A Landmark Building
Public School No. 8
Known today as, “the schoolhouse building”, 29 King started off as Public School No. 8. In 1887 the building was constructed for $250,000 and housed 1,200 students – all well-to-do immigrant boys – who learned drafting, mathematics, and sciences. In 1889 female students were allowed to enroll in classes teaching “penmenship, bookkeeping, phonography and drawing.” By the turn of the century as the well-to-do started migrating uptown the demographic of the school changed and by the mid 1950s,
29 King became known as a “600” school – for juvenile delinquents.

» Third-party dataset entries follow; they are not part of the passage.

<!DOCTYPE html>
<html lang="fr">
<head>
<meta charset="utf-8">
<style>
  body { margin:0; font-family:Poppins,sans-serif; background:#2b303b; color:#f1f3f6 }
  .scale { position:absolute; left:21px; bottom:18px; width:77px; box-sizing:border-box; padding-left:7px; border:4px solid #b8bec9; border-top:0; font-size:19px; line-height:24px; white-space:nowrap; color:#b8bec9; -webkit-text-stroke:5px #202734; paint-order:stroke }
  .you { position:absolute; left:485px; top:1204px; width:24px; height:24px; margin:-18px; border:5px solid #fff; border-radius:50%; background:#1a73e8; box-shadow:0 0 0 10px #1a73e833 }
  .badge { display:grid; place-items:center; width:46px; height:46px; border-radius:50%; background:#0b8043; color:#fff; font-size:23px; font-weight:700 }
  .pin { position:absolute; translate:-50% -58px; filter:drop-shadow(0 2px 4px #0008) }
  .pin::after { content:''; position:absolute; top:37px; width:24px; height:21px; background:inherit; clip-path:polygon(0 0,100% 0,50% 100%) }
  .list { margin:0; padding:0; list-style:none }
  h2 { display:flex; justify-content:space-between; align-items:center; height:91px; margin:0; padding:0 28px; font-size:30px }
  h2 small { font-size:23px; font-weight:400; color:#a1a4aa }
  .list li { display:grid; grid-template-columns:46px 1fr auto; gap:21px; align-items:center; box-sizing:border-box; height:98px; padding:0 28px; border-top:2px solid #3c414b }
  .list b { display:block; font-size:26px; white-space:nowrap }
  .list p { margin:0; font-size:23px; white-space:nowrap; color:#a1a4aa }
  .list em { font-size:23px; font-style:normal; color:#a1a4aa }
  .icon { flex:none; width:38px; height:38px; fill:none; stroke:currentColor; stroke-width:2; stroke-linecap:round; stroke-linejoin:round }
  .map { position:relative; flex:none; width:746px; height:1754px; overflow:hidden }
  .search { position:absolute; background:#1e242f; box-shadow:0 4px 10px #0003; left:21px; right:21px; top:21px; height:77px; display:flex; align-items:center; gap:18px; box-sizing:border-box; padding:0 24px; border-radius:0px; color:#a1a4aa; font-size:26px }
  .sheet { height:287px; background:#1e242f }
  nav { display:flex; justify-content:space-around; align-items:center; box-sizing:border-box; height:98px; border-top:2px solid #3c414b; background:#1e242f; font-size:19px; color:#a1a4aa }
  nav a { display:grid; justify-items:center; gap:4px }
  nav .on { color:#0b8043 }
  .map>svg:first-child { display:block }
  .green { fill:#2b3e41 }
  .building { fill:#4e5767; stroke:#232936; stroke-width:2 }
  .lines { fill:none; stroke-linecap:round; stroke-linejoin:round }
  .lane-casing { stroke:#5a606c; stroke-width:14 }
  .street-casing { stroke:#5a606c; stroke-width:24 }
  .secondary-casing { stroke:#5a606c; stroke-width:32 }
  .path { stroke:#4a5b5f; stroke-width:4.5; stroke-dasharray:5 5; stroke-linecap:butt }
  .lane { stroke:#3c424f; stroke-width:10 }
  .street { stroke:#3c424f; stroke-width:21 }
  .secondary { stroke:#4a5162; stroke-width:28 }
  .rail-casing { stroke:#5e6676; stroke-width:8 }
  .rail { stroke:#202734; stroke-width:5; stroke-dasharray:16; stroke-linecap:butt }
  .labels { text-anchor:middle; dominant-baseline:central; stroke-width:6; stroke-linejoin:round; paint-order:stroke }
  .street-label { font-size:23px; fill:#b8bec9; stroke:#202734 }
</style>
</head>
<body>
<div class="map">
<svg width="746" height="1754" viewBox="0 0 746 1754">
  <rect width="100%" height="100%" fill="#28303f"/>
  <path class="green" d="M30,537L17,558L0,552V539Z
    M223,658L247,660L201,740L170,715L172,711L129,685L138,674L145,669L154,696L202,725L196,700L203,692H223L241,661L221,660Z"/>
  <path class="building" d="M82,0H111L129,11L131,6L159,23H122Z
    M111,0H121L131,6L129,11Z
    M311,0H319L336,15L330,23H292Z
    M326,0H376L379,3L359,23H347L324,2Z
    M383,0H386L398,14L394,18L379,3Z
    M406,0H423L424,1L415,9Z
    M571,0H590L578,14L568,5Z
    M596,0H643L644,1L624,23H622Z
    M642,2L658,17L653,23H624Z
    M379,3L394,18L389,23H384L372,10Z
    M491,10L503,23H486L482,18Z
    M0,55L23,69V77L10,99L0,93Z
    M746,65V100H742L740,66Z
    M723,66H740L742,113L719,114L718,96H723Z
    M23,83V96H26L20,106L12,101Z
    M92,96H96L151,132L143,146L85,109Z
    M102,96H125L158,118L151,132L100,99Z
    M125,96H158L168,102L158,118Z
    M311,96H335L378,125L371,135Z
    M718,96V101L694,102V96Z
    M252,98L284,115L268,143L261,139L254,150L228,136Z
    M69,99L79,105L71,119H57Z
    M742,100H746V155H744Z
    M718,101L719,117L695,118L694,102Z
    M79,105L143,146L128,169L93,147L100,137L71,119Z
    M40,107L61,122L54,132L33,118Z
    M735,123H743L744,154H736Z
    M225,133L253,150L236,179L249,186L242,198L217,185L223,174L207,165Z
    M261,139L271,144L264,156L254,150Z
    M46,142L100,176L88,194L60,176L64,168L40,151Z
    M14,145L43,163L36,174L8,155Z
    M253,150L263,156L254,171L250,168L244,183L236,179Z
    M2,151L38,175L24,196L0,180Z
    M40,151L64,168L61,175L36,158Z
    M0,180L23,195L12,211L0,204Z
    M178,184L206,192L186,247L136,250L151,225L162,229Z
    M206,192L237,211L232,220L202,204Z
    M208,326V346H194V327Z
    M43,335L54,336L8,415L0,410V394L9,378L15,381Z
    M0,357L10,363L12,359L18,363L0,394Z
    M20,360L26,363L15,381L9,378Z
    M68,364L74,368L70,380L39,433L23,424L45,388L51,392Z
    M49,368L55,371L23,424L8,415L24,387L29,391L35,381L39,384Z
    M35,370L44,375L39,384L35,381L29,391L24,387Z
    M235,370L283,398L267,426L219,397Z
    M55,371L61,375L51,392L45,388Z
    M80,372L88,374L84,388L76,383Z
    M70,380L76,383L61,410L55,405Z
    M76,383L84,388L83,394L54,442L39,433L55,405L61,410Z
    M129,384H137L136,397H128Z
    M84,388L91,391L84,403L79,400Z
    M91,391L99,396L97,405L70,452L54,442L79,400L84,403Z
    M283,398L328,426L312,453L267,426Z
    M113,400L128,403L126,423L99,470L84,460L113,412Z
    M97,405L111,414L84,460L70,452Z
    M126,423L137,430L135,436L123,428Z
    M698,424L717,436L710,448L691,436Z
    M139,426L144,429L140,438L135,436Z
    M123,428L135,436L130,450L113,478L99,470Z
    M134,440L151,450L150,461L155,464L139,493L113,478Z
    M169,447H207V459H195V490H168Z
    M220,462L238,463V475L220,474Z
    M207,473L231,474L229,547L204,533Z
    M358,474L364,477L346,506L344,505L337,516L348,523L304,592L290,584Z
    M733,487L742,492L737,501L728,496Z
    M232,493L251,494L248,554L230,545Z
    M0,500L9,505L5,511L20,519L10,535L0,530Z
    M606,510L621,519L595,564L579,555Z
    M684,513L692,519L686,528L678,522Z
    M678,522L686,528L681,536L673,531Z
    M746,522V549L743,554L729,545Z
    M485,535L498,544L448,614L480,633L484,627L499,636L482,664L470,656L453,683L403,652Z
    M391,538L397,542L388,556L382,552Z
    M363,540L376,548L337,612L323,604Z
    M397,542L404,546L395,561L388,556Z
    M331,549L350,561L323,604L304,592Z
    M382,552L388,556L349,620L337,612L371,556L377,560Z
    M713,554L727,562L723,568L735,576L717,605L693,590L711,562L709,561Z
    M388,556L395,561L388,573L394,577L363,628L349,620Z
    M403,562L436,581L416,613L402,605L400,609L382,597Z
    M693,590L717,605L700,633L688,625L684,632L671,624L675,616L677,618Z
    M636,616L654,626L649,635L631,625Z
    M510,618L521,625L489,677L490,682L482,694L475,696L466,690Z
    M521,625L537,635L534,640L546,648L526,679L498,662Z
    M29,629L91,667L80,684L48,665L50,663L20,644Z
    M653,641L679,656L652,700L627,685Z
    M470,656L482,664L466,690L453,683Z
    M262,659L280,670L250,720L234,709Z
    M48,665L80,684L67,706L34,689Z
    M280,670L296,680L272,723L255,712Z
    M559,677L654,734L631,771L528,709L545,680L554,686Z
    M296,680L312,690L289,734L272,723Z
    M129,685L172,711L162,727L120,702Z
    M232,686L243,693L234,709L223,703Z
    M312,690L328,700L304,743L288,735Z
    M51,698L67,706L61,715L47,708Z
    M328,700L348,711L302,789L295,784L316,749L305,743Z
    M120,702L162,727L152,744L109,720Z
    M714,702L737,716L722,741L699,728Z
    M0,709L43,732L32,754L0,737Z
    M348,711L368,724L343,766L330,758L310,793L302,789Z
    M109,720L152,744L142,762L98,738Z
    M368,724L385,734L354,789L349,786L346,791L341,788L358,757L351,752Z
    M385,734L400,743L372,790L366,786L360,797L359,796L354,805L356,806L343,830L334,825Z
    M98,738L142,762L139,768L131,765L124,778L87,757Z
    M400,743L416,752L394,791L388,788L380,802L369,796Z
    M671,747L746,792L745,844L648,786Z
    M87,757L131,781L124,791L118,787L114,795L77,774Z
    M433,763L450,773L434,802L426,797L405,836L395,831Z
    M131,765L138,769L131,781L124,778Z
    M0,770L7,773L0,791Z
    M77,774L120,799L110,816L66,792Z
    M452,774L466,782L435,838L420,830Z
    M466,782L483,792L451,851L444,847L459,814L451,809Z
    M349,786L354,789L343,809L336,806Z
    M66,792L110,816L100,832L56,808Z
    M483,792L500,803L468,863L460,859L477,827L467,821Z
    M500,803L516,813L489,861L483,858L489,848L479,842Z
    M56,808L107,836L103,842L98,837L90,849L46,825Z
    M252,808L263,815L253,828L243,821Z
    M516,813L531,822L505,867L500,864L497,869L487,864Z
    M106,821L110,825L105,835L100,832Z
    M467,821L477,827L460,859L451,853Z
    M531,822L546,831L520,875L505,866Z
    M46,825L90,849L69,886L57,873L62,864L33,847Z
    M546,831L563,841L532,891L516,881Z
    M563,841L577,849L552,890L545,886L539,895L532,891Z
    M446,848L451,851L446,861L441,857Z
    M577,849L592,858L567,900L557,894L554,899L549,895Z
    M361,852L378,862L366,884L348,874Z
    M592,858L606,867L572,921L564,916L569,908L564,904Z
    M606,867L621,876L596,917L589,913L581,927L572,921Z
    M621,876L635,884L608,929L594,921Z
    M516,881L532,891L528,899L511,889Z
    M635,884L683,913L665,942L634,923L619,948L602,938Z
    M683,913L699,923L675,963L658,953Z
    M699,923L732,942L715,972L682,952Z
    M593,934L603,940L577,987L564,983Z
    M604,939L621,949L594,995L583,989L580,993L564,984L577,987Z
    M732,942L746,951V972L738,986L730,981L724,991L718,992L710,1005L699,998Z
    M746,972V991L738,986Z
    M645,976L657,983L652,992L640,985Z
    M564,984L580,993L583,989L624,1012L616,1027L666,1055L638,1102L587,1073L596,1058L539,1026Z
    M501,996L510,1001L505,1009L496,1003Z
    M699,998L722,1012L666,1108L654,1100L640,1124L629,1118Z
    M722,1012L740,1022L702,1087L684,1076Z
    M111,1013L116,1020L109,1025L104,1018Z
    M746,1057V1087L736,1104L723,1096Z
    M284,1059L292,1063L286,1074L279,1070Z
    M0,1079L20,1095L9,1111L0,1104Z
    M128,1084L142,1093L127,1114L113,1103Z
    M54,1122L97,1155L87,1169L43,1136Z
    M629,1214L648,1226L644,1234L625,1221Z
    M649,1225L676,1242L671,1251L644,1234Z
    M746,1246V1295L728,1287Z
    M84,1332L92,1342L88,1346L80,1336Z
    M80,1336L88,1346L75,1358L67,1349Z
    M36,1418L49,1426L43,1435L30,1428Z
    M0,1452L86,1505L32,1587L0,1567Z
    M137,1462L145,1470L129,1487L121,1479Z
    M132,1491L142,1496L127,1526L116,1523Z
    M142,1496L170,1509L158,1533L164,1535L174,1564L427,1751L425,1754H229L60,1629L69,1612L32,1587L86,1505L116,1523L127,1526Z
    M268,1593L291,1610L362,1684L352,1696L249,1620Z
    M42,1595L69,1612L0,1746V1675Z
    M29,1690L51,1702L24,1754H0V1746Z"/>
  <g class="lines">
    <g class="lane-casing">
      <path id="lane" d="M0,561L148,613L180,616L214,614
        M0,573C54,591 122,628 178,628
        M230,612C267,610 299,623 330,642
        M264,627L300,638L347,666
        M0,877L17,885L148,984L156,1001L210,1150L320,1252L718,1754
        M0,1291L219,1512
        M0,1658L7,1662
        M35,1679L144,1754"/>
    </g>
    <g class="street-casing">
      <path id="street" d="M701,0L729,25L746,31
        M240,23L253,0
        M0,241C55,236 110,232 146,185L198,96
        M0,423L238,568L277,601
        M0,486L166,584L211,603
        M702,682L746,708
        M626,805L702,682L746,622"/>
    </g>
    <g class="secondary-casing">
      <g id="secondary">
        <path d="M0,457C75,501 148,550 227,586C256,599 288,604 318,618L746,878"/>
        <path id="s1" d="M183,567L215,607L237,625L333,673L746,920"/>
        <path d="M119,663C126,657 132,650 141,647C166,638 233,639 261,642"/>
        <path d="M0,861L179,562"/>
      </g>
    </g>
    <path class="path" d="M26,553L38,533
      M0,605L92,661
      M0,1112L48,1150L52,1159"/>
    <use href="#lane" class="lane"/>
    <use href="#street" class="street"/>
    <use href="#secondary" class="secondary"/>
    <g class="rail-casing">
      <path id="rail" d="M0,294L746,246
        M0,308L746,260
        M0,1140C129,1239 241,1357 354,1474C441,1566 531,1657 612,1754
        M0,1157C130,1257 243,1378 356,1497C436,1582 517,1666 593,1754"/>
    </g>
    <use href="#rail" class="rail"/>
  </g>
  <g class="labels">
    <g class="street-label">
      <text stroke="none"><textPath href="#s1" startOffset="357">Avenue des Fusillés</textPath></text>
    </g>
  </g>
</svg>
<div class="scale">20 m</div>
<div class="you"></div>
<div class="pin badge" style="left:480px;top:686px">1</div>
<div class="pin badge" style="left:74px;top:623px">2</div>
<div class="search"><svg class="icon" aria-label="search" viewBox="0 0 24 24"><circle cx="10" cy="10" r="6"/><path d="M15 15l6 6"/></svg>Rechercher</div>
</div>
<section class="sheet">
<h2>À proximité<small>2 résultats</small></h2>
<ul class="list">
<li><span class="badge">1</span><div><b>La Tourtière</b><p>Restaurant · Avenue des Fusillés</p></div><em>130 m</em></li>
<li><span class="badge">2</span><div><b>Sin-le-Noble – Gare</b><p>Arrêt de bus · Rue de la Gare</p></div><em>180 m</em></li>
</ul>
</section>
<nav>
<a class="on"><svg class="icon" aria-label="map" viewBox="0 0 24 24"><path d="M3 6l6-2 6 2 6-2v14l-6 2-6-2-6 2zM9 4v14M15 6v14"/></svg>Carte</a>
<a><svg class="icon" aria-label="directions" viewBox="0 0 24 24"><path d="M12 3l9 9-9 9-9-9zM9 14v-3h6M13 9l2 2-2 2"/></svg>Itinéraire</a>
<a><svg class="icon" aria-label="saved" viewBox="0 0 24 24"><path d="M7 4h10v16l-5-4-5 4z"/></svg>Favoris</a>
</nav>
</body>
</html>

In 1958, it was re-named “The Livingston School “ and was the city’s only public school exclusively for troubled girls, who where quietly referred to as “thuglettes”. Typical reasons that girls – aged 13 to 18 years old – were sent to Livingston: threatening bodily harm, punching boys, stealing textbooks, shouting in class, using vile language, smoking in school, striking boys over the head with chairs, pushing girls down the stairwells, ringing fire alarm.
In 1981, this lively Queen Anne style building was converted to 38 luxury apartments. Million dollar condos replaced the schoolrooms where tradeboys learned math and drafting and wayward girls tried to behave like ladies. Nothing much has changed.